On Thursday, however, questions abounded as to whether the service will amount to simply a "me too" move, following Apple and Amazon's well-worn trail through the digital-music forest, or a significant step toward making Google an e-music player.
And while much of the always ready-to-attack tech blogosphere was less than enthusiastic, it's legitimate to ask whether that's even the real question.
In a way, the product is just one more front in the battle between Android and Apple.
Away from the desktop, iTunes users must have an iPod, iPhone or other Apple device to play the music, movies and other content they download.
By selling more widely usable mp3s, Google Music will be viable across multiple devices.
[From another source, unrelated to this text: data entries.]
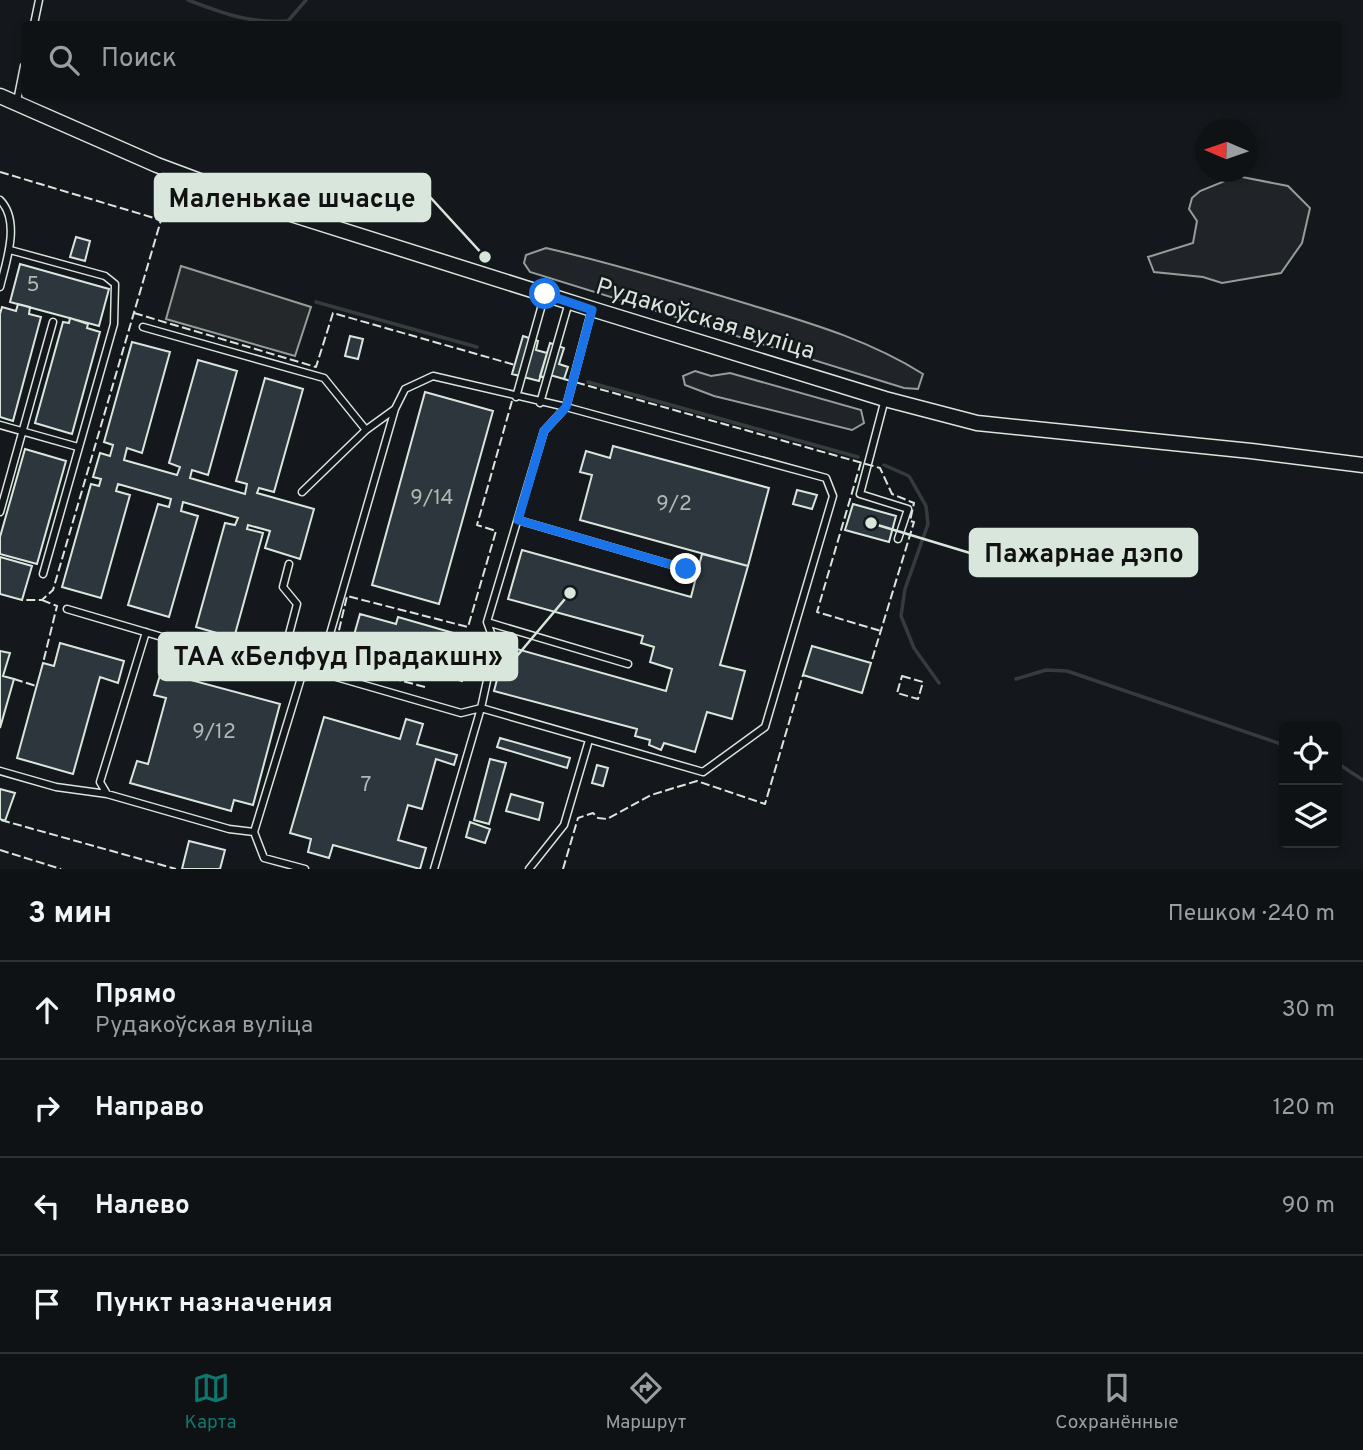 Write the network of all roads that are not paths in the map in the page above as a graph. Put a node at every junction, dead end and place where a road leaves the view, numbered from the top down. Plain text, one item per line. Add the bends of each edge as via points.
1 (39, 0) edge
2 (35, 21) edge
3 (21, 80) edge
4 (0, 96) edge
5 (16, 102) junction
6 (0, 200) edge
7 (10, 250) junction
8 (0, 287) edge
9 (545, 294) junction
10 (569, 302) junction
11 (592, 310) junction
12 (53, 322) dead end
13 (143, 327) dead end
14 (516, 397) junction
15 (885, 399) junction
16 (540, 403) junction
17 (566, 407) junction
18 (395, 409) junction
19 (0, 425) edge
20 (366, 430) junction
21 (22, 431) junction
22 (78, 447) junction
23 (1363, 465) edge
24 (302, 492) dead end
25 (0, 512) edge
26 (518, 520) junction
27 (898, 539) dead end
28 (289, 564) dead end
29 (686, 569) dead end
30 (43, 574) dead end
31 (67, 609) dead end
32 (487, 622) junction
33 (146, 632) junction
34 (628, 663) dead end
35 (279, 672) junction
36 (319, 672) junction
37 (301, 678) junction
38 (481, 708) junction
39 (589, 740) junction
40 (0, 771) edge
41 (107, 794) junction
42 (254, 832) junction
43 (305, 869) edge
44 (434, 869) edge
45 (529, 869) edge

1 - 2 lane
3 - 5 lane
4 - 5 street, Рудакоўская вуліца
5 - 9 street, Рудакоўская вуліца via 157,165 253,201
6 - 7 lane via 10,224
7 - 8 lane
7 - 22 lane via 105,276 115,284 114,324
9 - 10 street, Рудакоўская вуліца
9 - 14 lane
10 - 11 street, Рудакоўская вуліца
10 - 16 lane
11 - 15 street, Рудакоўская вуліца
11 - 17 lane
12 - 21 lane
13 - 20 lane via 324,378
14 - 16 lane
14 - 18 lane via 433,376 405,388
15 - 23 street, Рудакоўская вуліца via 977,423
15 - 27 lane via 860,494 908,509
16 - 17 lane
17 - 26 lane via 544,431
17 - 39 lane via 826,478 833,496 765,727 703,772
18 - 20 lane
18 - 36 lane
19 - 21 lane
20 - 24 lane
21 - 22 lane
21 - 25 lane
22 - 30 lane
26 - 29 lane
26 - 32 lane
28 - 35 lane via 283,587 297,604
31 - 33 lane
32 - 34 lane
32 - 38 lane via 495,645
33 - 35 lane
33 - 41 lane via 100,782
35 - 37 lane
36 - 37 lane
36 - 38 lane via 461,713
37 - 42 lane
38 - 39 lane
38 - 44 lane
39 - 45 lane via 564,825
40 - 41 lane via 56,788
41 - 42 lane
42 - 43 lane via 264,858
And, of course, Google would prefer you to choose a device running its Android operating system.
"In the end, this isn't about helping Google 'catch up to iTunes' -- it's about filling the big, gaping, musical hole in Google's mobile business," Peter Kafka wrote for All Things D.
While no single Android phone has approached the popularity of the iPhone, Android smartphones as a whole have become a serious force, capturing more than half the overall market during the last quarter. (Android phones amounted to 52% of the global market compared to about 15% for the iPhone, according to Gartner).
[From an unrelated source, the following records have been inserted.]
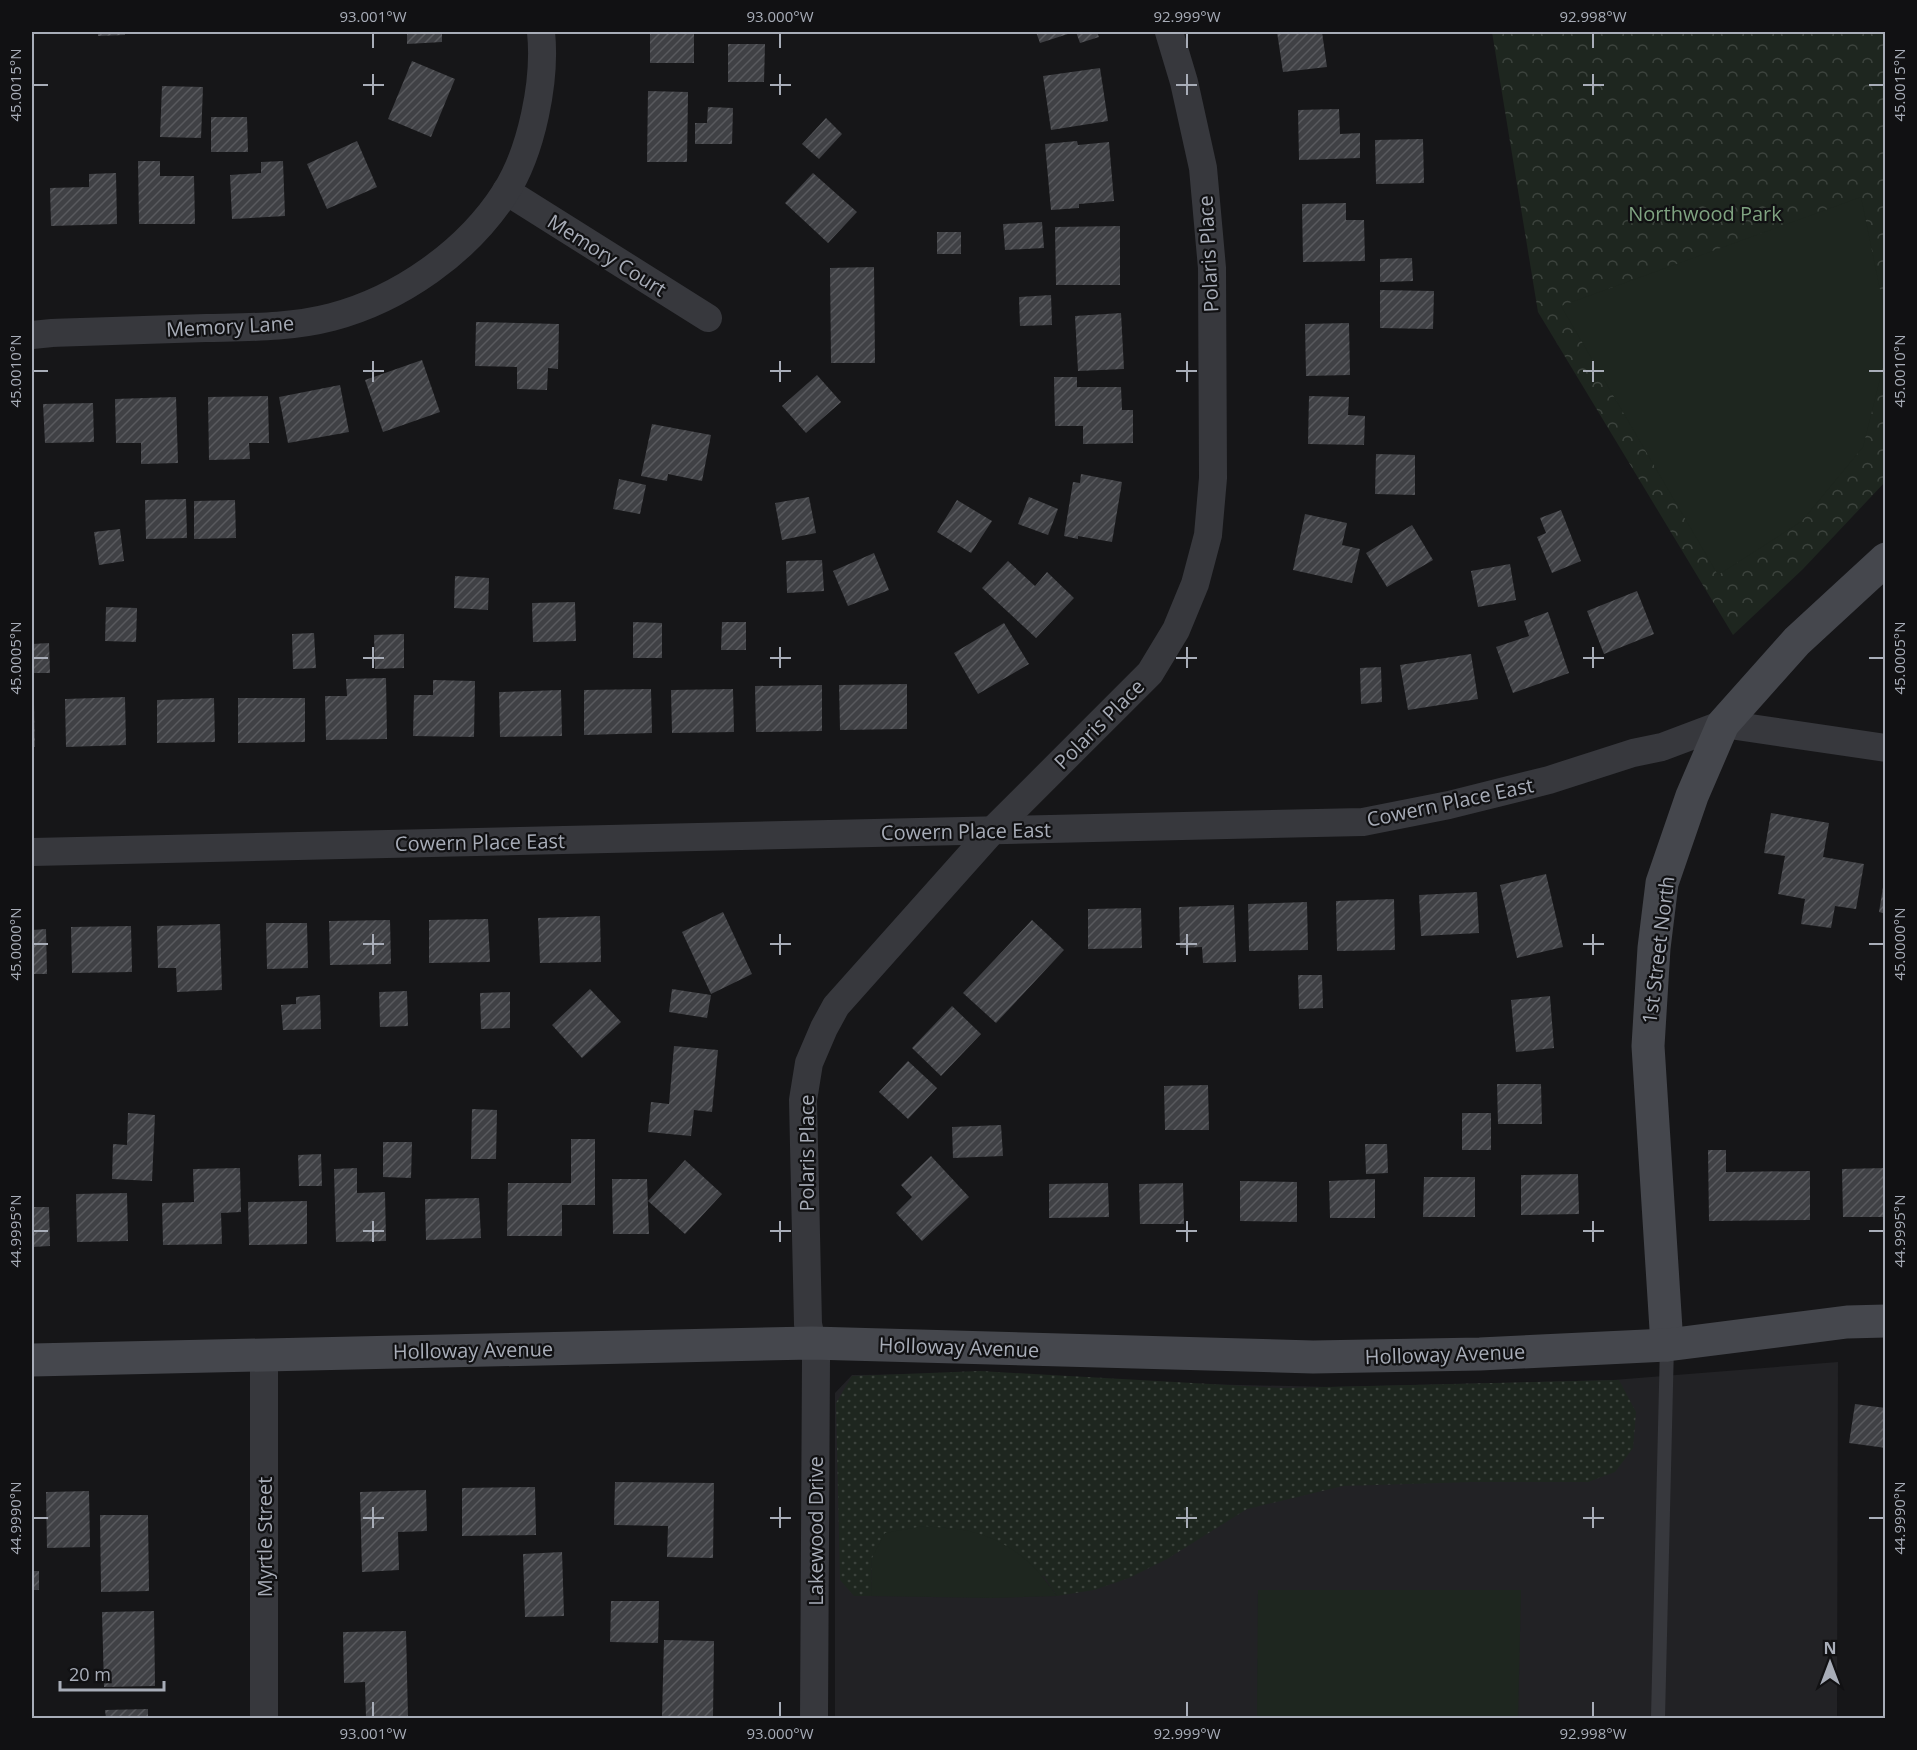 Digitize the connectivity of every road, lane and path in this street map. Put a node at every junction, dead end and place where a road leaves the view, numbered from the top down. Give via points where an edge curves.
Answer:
1 (541, 32) edge
2 (1169, 32) edge
3 (506, 191) junction
4 (708, 318) dead end
5 (32, 335) edge
6 (1886, 559) edge
7 (1723, 724) junction
8 (1886, 748) edge
9 (993, 830) junction
10 (32, 852) edge
11 (1886, 1321) edge
12 (812, 1343) junction
13 (1667, 1344) junction
14 (264, 1355) junction
15 (32, 1360) edge
16 (264, 1719) edge
17 (814, 1719) edge
18 (1658, 1719) edge

1 - 3 street, Memory Lane via 539,97 527,145
2 - 9 street, Polaris Place via 1203,168 1212,268 1213,478 1208,535 1195,584 1176,630 1150,673
3 - 4 street, Memory Court
3 - 5 street, Memory Lane via 462,243 423,275 380,299 332,317 283,326
6 - 7 street, 1st Street North via 1797,641
7 - 8 street, Cowern Place East
7 - 9 street, Cowern Place East via 1662,747 1549,780 1363,822
7 - 13 street, 1st Street North via 1692,796 1662,883 1654,948 1648,1046
9 - 10 street, Cowern Place East
9 - 12 street, Polaris Place via 836,1006 809,1063 803,1100 808,1324
11 - 13 street, Holloway Avenue via 1847,1322
12 - 13 street, Holloway Avenue via 1313,1357 1480,1354
12 - 14 street, Holloway Avenue
12 - 17 street, Lakewood Drive via 816,1359
13 - 18 lane
14 - 15 street, Holloway Avenue
14 - 16 street, Myrtle Street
Gizmodo's Adrian Covert, who it's safe to say was unimpressed with Google's offering, says that nothing that was rolled out on Wednesday would entice iTunes or Amazon users to switch.
Google Music is expected to soon offer 13 million songs from three of the four top record labels (Warner Music balked) as well as independent bands and includes free cloud storage for up to 20,000 songs. (Apple's similar iMatch costs $25 a year).
"The technologies might be current, but the ideas behind Google Music are tired," Covert wrote. "Speaking of old and tired, were you really pining away for another a la carte music store? Probably not. Most of us have been buying tracks from iTunes and Amazon for years."
But: Is enticing users to switch even the goal? For someone trying to decide between buying an Apple or Android device, iTunes could be a deciding factor. Google Music, at least in part, could take that bullet out of Apple's gun.
"There are two things the critics decline to acknowledge: that Google is providing a simple, free service, and that all Google products start out underwhelming and gradually expand," Devin Coldewey wrote for TechCrunch. "Android was a mess when it showed up. And it's still a mess -- a mess blowing up to the tune of half a million devices a day."
And with a long-term investment of resources (and, presumably, the successful wooing of more record labels), the Google Music vs. iTunes tilt could eventually rival the current iPhone vs. Android fight.
"Apple now faces its arch rival in the retail-music sector where Apple is a juggernaut," wrote CNET's Greg Sandoval. "But it also means that iTunes will face a company with deep pockets, a history of success in music (YouTube is one of the popular music distributors on the Web) and popular consumer devices, Android phones and tablets, that can help market the music store. This is something few previous rivals possessed."
But first, Google will have to get over the cool reception the launch got in some quarters, largely dinging the company for lacking innovation in a product that got a star-studded, splashy roll-out.